I am blessed to have had him as a part of my life throughout these years. From waltzing with him in law school, to many walks around Harvard Square and Tallahassee’s Lake Ella, nights of music, dancing, and dinners wherever we happened to be in the U.S., intellectual discourse and debate, discussions of Judaism, meeting up for our children to play together, and countless hours sharing our deepest of truths and understandings over meals, on the phone, or at his home, he was my dear, beloved friend. I watched him grow and evolve over the years from a political philosopher and thinker whose photo could easily represent everything a Harvard student and future professor should be, to an even greater lover of life with his boys. He seized every moment. He lived every moment. He took such joy in his family, his Jewish community, and his larger communities in the U.S., Canada, and around the world. He took joy in gathering his friends and meeting up with them during travels.
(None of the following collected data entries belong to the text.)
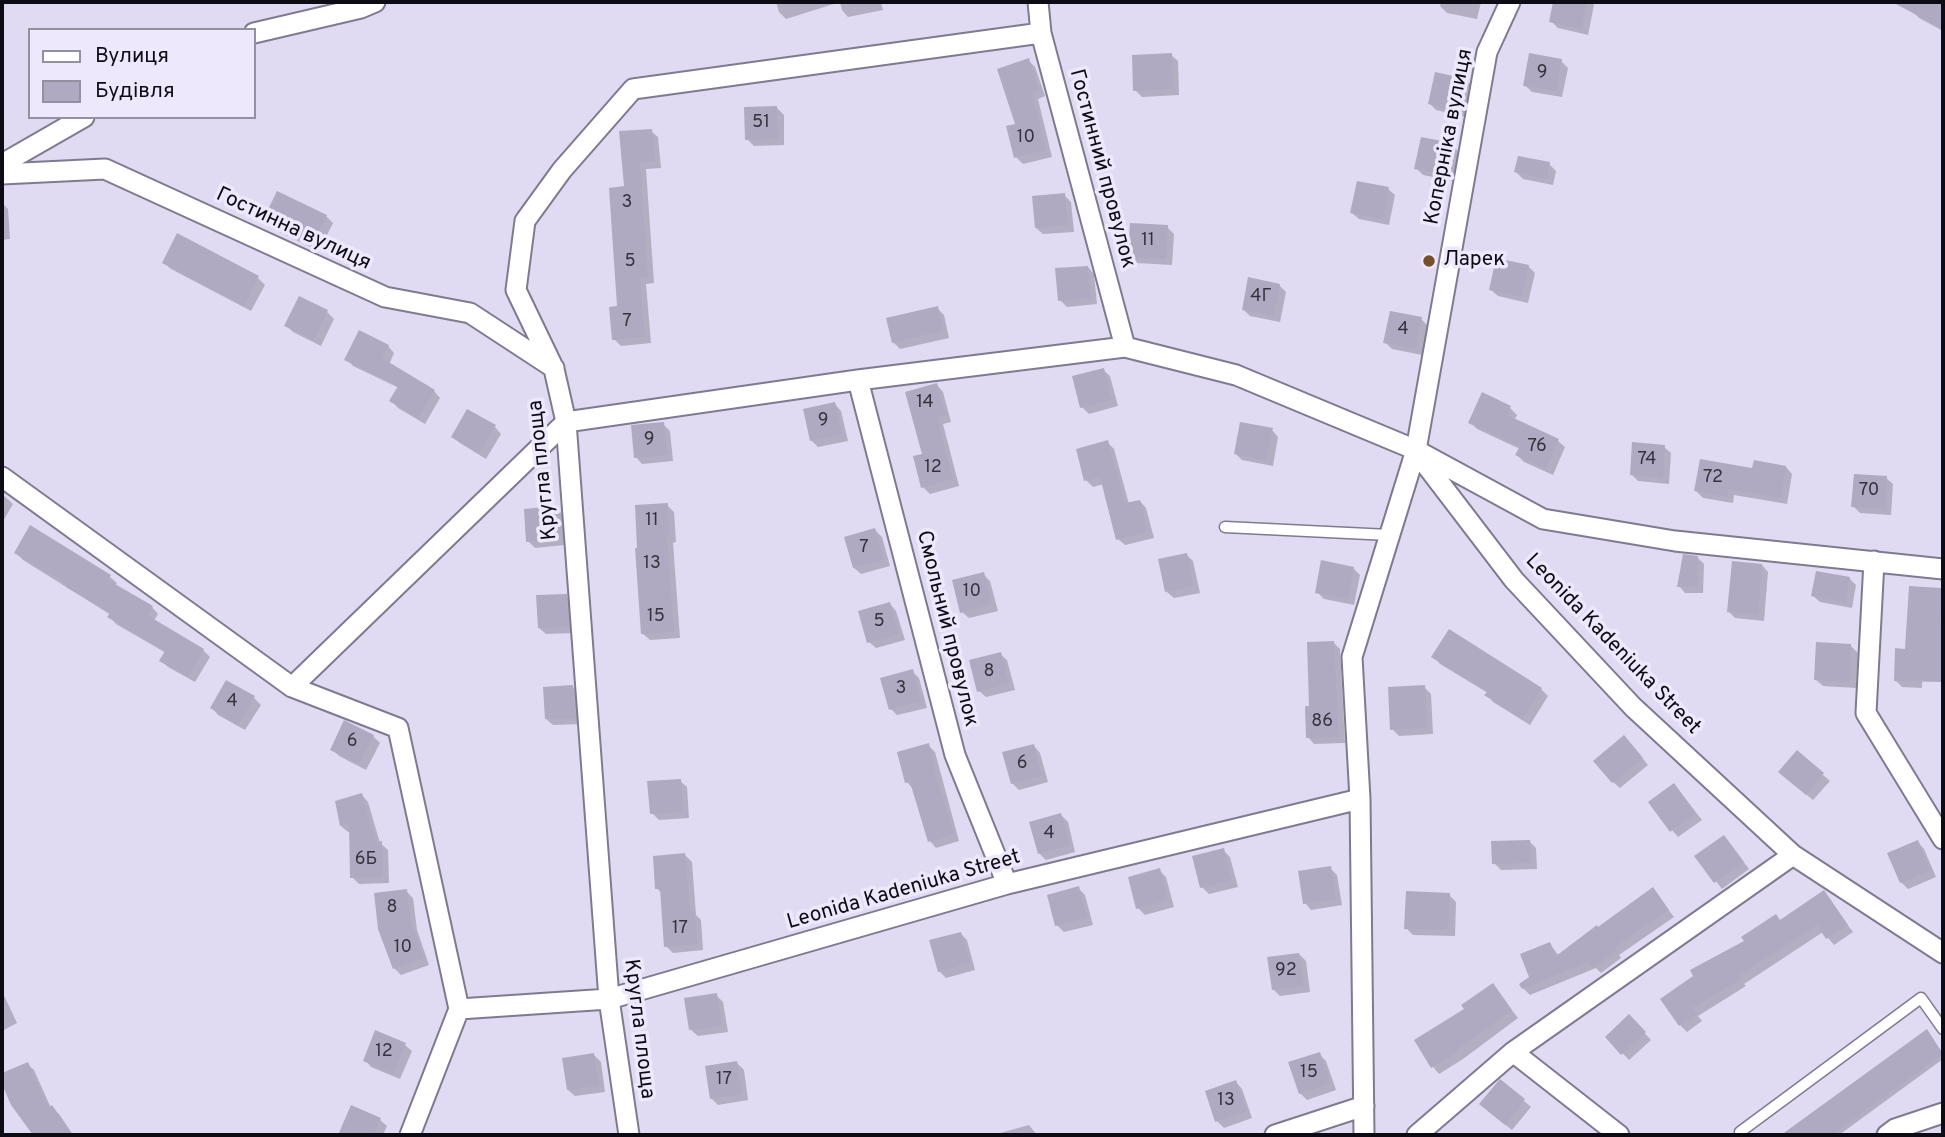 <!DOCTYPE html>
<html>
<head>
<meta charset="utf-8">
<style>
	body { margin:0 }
	#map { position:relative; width:1945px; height:1137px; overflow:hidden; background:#e0daf3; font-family:Overpass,sans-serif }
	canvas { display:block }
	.frame { position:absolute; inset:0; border:4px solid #0d0b13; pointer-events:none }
	.legend { position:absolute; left:28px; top:28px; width:228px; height:91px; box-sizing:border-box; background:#ede8fc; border:2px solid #93909f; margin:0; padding:9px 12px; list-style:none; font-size:21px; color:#0d0b13 }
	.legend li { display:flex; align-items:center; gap:14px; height:35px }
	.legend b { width:35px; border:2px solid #93909f }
</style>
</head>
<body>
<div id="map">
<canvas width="1945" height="1137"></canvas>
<div class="frame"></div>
<ul class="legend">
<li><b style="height:9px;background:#fff"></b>Вулиця</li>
<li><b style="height:19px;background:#afa9c1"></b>Будівля</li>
</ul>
</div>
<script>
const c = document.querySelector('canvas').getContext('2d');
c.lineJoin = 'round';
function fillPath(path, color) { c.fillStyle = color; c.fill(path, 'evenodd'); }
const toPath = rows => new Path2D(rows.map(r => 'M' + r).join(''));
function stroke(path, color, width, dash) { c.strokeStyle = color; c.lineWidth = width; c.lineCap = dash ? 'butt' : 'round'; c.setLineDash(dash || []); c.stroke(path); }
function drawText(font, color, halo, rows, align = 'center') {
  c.font = font + ' Overpass,sans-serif'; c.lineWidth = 7; c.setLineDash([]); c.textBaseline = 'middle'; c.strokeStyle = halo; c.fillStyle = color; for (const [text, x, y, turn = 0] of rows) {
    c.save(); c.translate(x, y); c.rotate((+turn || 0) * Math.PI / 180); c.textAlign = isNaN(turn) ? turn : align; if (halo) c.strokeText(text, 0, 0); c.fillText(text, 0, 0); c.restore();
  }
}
fillPath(toPath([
	[776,2,881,2,883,10,848,17,842,10,840,2,786,19,779,12],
	[1441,2,1481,2,1477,19,1447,13,1440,6],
	[1555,2,1591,2,1594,5,1588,35,1558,28,1551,21],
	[1917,2,1943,2,1943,31,1919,18,1912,11],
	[1171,55,1178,61,1179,95,1142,97,1135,90],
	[1028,60,1035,67,1045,96,1038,99,1052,157,1023,164,1016,157,1018,125],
	[1561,61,1568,68,1562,97,1532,92,1525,85],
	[1466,80,1473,87,1466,117,1436,110,1429,103],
	[777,108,784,115,784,145,754,146,747,139],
	[651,131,658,137,661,168,646,169,654,283,646,284,651,343,621,346,614,339,619,308,626,188],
	[1452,145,1459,152,1453,181,1423,175,1416,168],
	[1549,164,1556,171,1553,185,1523,179,1516,172],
	[1388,189,1395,195,1389,225,1359,219,1352,213],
	[1064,195,1071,202,1074,232,1043,234,1036,228],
	[2,203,8,209,10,239,2,240],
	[326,216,333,223,319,251,271,228,264,221],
	[1167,227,1174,234,1172,265,1137,263,1130,256],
	[164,263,258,278,265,285,251,311,171,269],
	[1528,266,1535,273,1528,303,1498,296,1491,290],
	[1088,267,1094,274,1097,304,1067,307,1060,300],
	[1279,285,1286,292,1280,322,1250,316,1243,309],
	[937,308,944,315,949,338,900,349,893,342],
	[327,312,334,319,321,346,293,332,286,325],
	[1421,319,1428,326,1422,355,1392,349,1385,342],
	[388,346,394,353,389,365,434,391,440,398,425,424,398,408,392,401,399,388,353,366,347,359],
	[1103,370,1110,376,1118,406,1089,414,1082,407],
	[937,385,943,392,951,422,943,424,959,486,930,494,923,487,924,455],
	[1482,395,1510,408,1517,415,1514,421,1558,441,1565,447,1553,475,1524,462,1517,455,1520,449,1477,429,1470,422],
	[835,404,841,411,848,441,818,447,811,440],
	[663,424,670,431,673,461,642,464,636,457],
	[495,427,501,434,486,459,460,443,453,437],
	[1272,430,1278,437,1273,466,1242,460,1236,454],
	[1107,442,1114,449,1129,504,1140,501,1146,508,1154,538,1125,545,1118,539,1104,484,1093,487,1086,480],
	[1664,447,1671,453,1669,484,1638,481,1632,475],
	[1786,467,1792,474,1787,504,1734,495,1733,503,1703,498,1696,491,1754,470],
	[1886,478,1893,484,1891,515,1860,513,1853,506],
	[2,494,13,504,2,523],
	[667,505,674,512,676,542,673,543,680,638,650,640,643,634],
	[556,508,563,515,565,545,535,548,528,541],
	[875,530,882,537,890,566,861,574,854,568],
	[16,553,110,577,117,583,115,586,152,607,158,614,154,621,203,650,210,657,195,682,168,667,161,660,166,653,116,624,110,617,111,615,23,560],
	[1187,555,1193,561,1200,593,1174,598,1167,592],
	[1697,557,1704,564,1703,593,1685,593,1679,586],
	[1762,565,1768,572,1764,621,1735,618,1729,612],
	[1353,568,1360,575,1354,605,1324,599,1317,592],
	[983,574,990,581,998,611,969,618,962,612],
	[1849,578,1856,585,1852,608,1820,602,1813,596],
	[1941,590,1943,592,1943,627,1916,625],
	[566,596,573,603,575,633,546,634,539,628],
	[890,604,896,611,905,640,876,648,869,642],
	[1449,631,1541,689,1548,696,1530,725,1493,702,1487,695,1488,693,1440,664,1434,657],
	[1333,642,1340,649,1345,743,1314,744,1308,737,1311,708],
	[1851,646,1858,653,1856,688,1823,686,1816,680],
	[1000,654,1007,660,1015,690,986,697,979,691],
	[1923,657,1922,688,1902,687,1895,680],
	[912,671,919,678,927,708,897,715,891,709],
	[573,687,579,694,582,724,553,725,546,719],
	[1424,687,1431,694,1433,734,1399,736,1392,729],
	[254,698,261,705,245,730,218,715,212,708],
	[373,736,380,743,366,770,339,756,332,749],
	[1631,744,1648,765,1620,788,1613,782],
	[928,745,935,752,959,841,936,848,930,841,914,790,907,782],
	[1034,746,1040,753,1048,782,1019,790,1012,783],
	[1797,753,1830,781,1813,800,1787,779],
	[680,781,687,787,689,818,659,820,652,813],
	[1674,785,1702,820,1678,837,1672,830],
	[362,795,368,802,380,843,388,850,389,883,359,884,352,877,351,832,348,832,341,826],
	[1061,815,1068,822,1075,852,1046,860,1039,853],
	[1529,841,1536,848,1537,869,1501,870,1494,863],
	[1918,842,1924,849,1936,877,1908,889,1901,882],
	[1730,844,1749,869,1722,889,1697,857],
	[1223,850,1230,857,1238,887,1209,894,1202,887],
	[685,855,692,862,696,915,701,920,703,950,673,953,666,946,662,894,657,888],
	[1330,868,1337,875,1342,905,1311,910,1305,903],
	[1159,870,1166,877,1174,907,1145,915,1138,908],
	[1078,888,1085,895,1093,925,1064,932,1057,925],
	[1653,890,1674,917,1619,955,1621,958,1601,973,1596,968,1530,995,1523,988,1550,944,1559,956],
	[406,891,413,898,417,930,429,965,401,975,394,968],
	[1824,893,1853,932,1834,945,1823,932,1744,984,1746,986,1698,1016,1702,1021,1687,1032,1680,1025,1662,999],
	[1449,895,1456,902,1455,936,1413,935,1406,928],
	[961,934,967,940,975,970,946,978,939,971],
	[1299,954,1306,961,1310,992,1280,996,1273,989],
	[1492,985,1518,1018,1463,1059,1439,1074,1433,1067,1467,1010],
	[2,991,17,1023,2,1031],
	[716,995,723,1002,728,1032,698,1036,691,1030],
	[1629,1016,1651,1040,1629,1060,1607,1037],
	[1926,1031,1943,1053,1943,1059,1839,1135,1784,1135],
	[405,1045,412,1051,400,1079,371,1067,365,1060],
	[1319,1054,1326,1061,1336,1090,1307,1100,1300,1093],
	[594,1055,601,1062,605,1092,575,1096,568,1090],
	[737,1063,744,1070,748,1100,718,1105,711,1098],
	[27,1064,34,1070,51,1108,59,1114,73,1135,34,1135,13,1104,2,1080,2,1075],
	[1501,1081,1531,1107,1512,1130,1488,1111],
	[1236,1082,1242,1089,1252,1118,1224,1128,1217,1121],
	[352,1108,380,1120,387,1126,383,1135,340,1135],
	[1029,1125,1037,1135,1001,1135,1000,1133]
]), '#0003');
fillPath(toPath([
	[1553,2,1587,2,1581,29,1549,22],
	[1892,2,1943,2,1943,29],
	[1172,53,1173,89,1133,91,1132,55],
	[1529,53,1562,59,1556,91,1523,86],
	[1029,58,1039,90,1032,92,1046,150,1014,158,1006,126,1015,124,997,69],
	[1435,72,1467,79,1460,111,1428,104],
	[777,106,778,139,745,140,744,107],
	[652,129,655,161,640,163,648,277,640,278,645,337,612,340,609,307,617,306,609,188,624,186,619,131],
	[1421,137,1453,143,1447,175,1414,169],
	[1518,156,1550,162,1547,179,1514,172],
	[1357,181,1389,187,1383,219,1350,213],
	[277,191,327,215,312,246,262,222],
	[1065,193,1068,225,1035,228,1032,196],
	[1130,223,1168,225,1166,259,1128,257],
	[177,233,259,276,244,306,162,263],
	[1496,258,1529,265,1522,297,1489,290],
	[1088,266,1091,298,1058,301,1055,268],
	[1248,277,1280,284,1274,316,1242,310],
	[299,296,328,310,314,340,284,326],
	[938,306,943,331,892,343,886,318],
	[1390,311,1422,317,1416,349,1383,343],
	[359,330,389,345,382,358,435,390,418,418,389,401,398,386,344,360],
	[1104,368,1112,400,1080,408,1072,376],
	[937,383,946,415,937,417,953,479,921,488,913,456,922,454,905,392],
	[1482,392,1511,406,1507,415,1559,439,1546,469,1515,455,1520,446,1468,423],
	[835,402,842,434,810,441,803,409],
	[467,409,496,425,479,454,451,437],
	[664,422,667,455,634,458,631,425],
	[1240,422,1273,428,1266,461,1234,454],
	[1108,440,1125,503,1140,500,1148,531,1116,540,1100,477,1084,481,1076,449],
	[1632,442,1665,445,1663,478,1630,475],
	[1700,459,1752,468,1754,460,1786,466,1781,498,1728,489,1727,497,1694,491],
	[1854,474,1887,476,1885,509,1851,507],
	[668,503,669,536,667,536,674,632,641,634,635,548,637,548,635,505],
	[556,506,559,539,526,542,524,509],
	[30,525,111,575,108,580,153,606,147,615,204,649,188,677,159,661,165,651,107,617,110,613,66,587,67,584,14,553],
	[875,528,884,560,853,568,844,537],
	[1187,553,1194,586,1165,592,1158,559],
	[1683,554,1698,556,1697,587,1677,587],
	[1321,560,1354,567,1348,599,1315,593],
	[1732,561,1762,564,1758,615,1727,612],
	[1816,571,1850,577,1845,603,1811,596],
	[984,572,992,604,960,613,952,580],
	[1909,586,1942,588,1940,624,1943,624,1943,682,1894,681,1895,648,1905,649],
	[567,594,569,627,538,628,536,595],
	[890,602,899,634,867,643,858,611],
	[1449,629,1542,688,1522,719,1484,695,1487,692,1431,657],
	[1334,641,1339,737,1306,738,1305,706,1309,706,1307,642],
	[1816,642,1851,644,1850,682,1814,680],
	[1001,652,1009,683,977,692,969,660],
	[913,669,921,701,889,710,880,678],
	[226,680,255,696,238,725,210,708],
	[573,685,576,718,545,719,543,687],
	[1425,685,1427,728,1390,730,1388,687],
	[344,720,374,735,359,764,330,750],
	[1624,735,1643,758,1612,783,1593,761],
	[929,743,936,775,954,834,928,842,910,782,905,783,897,752],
	[1034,744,1042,776,1011,784,1002,752],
	[1797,750,1824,773,1806,795,1778,772],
	[681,779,683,812,650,814,647,781],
	[1674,783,1696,813,1670,832,1648,802],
	[362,793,376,842,382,841,383,877,350,878,349,824,340,826,335,801],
	[1061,813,1070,845,1038,854,1029,822],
	[1724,835,1744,862,1714,883,1694,856],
	[1530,840,1531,863,1492,864,1491,841],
	[1918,840,1930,871,1900,883,1887,853],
	[1224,848,1232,880,1200,888,1192,856],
	[685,853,690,911,695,911,697,944,664,947,660,889,655,889,653,856],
	[1331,866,1336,899,1303,904,1298,871],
	[1160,868,1168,900,1136,909,1128,877],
	[1079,886,1087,918,1055,926,1047,895],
	[1653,887,1669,910,1614,948,1616,951,1593,968,1588,962,1522,989,1519,984,1529,977,1520,954,1550,942,1556,956,1597,925,1598,927],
	[407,889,411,922,424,958,393,969,378,929,374,893],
	[1824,890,1848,925,1826,939,1817,925,1739,976,1741,979,1692,1008,1696,1014,1679,1026,1660,999,1693,976,1690,970,1744,941,1741,937,1776,914,1780,920],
	[1406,891,1450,893,1448,930,1404,929],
	[961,932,970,963,938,972,929,940],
	[1299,953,1304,986,1272,990,1267,957],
	[1493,983,1512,1010,1457,1050,1457,1052,1431,1068,1414,1040,1464,1009,1461,1005],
	[717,993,722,1026,689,1030,684,998],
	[1629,1014,1646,1032,1621,1055,1605,1037],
	[1927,1029,1943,1054,1832,1135,1781,1135],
	[375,1030,406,1043,393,1074,363,1061],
	[1320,1052,1330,1083,1299,1094,1288,1062],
	[594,1053,599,1086,567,1090,562,1058],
	[737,1061,742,1094,710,1099,705,1066],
	[28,1062,48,1108,52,1105,73,1135,33,1135,11,1105,2,1084,2,1073],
	[1500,1079,1525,1099,1505,1125,1479,1104],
	[1236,1080,1247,1111,1215,1122,1205,1091],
	[351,1105,381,1118,374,1135,338,1135]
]), '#afa9c1');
const service = toPath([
	[1225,527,1389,535],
	[1740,1132,1921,998,1943,1029]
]);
const minor = toPath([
	[1038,2,1041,33,1125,347],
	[254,33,361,8,375,2],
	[2,164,84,117],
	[2,174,105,169,385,297,470,313,554,368],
	[858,380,955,755,1007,884],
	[1420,457,1514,580,1633,707,1793,855,1943,953],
	[2,477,292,687,398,728,459,1009,410,1135],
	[1874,561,1866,713,1943,839],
	[292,687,566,422,858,380,1125,347,1236,375,1416,450,1543,519,1675,541,1943,569],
	[459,1009,609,999,1007,884,1360,799],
	[1513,1052,1619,1135],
	[629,1135,609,999,566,422,554,369,516,290,525,221,562,170,633,89,1041,33],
	[1275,1135,1364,1106],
	[1364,1135,1360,799,1352,657,1416,450,1487,52,1510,2],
	[1417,1135,1513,1052,1793,855],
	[1887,1135,1895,1129,1943,1113]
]);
stroke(service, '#807a90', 13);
stroke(minor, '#807a90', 23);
stroke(service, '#fff', 10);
stroke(minor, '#fff', 19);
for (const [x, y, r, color] of [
	[1429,261,7,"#75502b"]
]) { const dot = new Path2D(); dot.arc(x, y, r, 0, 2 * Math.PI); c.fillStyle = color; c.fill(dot); stroke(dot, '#ede8fc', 2.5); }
drawText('18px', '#36323e', null, [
	["9",1542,73],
	["51",761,123],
	["10",1026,138],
	["3",627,203],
	["11",1148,241],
	["5",630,262],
	["4Г",1261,297],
	["7",627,322],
	["4",1403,330],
	["14",925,403],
	["9",823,421],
	["9",649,440],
	["76",1537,447],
	["74",1647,460],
	["12",933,468],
	["72",1713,478],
	["70",1869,491],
	["11",652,521],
	["7",864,548],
	["13",652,564],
	["10",972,592],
	["15",656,617],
	["5",879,622],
	["8",989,672],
	["3",901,689],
	["4",232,702],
	["86",1322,722],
	["6",352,742],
	["6",1022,764],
	["4",1049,834],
	["6Б",366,860],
	["8",392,908],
	["17",680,929],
	["10",403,948],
	["92",1286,971],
	["12",384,1052],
	["15",1309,1073],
	["17",724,1080],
	["13",1226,1101]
]);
drawText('21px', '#0d0b13', '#ede8fc', [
	["Коперніка вулиця",1450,137,-79],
	["Гостинний провулок",1101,169,75],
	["Гостинна вулиця",293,230,25],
	["Кругла площа",544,470,-96],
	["Смольний провулок",946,629,76],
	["Leonida Kadeniuka Street",1612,645,46],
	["Leonida Kadeniuka Street",904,891,-16],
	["Кругла площа",638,1029,83]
]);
drawText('21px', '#0d0b13', '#ede8fc', [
	["Ларек",1443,261]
], 'left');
</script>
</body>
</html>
He took joy in his students and in his scholarly works. He loved to teach and shape young minds. He changed views on criminal justice through his Confrontational Conception of Retribution and writings on shaming punishment and the death penalty, among others. In grossly simplified and imperfect terms, he believed that communication with the offender in the context of retributive punishment was necessary to avoid innocent people being shamed or punished, to fairly allow for explanation and understanding of violation of social expectations and legal norms, to affirm that the actor had free will. He believed in just retribution, not revenge, in the state being the actor to impartially provide justice divorced from heightened emotion. He would not want anyone publicly ostracized, attacked, or shamed without knowing with certainty of their offense through a state process. Yes, Danny most assuredly would want justice, but only in that way. He would be angry and saddened that his boys will grow up without their Abba, and he would be heartbroken to see so many people torn in two from his loss. He would want us to ensure that his boys knew his heart and his beliefs. He would want us to treasure every single moment. He would love us to all grow and connect, to celebrate his life with joy the way he lived it, with food, song, dance, intellectual debate, and friendship. While none of us are ready yet, I pray that we will celebrate him that way in the future. Many of us want answers to help us transition to a path toward peace in his senseless loss. While we wait for justice, we think of what Danny would do, we lean on each other, and we grieve.


His students past and present adored and loved him. His colleagues deeply respected, admired, and loved him. His family and extended family of friends loved him unconditionally for the unique, witty, brilliantly sarcastic, loving, affectionate, intelligent, sometimes goofy, empathetic, kind, adventurous soul that he was.


No combination of words written or spoken, however eloquent, can fully capture Danny’s spirit, can fully convey his passion for life, can adequately pay him full tribute. Danny gave a little bit of himself to everyone he touched, and his spirit is rising higher and higher, alive and well in Olam Ha-Ba and in the hearts of all who knew and loved him, most especially his children and family. His legacy remains in them to hold dearly and let shine for the rest of the world to know him.


Dear friend to so many and to me. I love him always and I will miss him forever.


Whether you knew him as Dan, Danny, Daniel, Bo, Professor, colleague, friend, or family, his loss leaves a void that cannot be filled.


Dan Markel was simply … irreplaceable.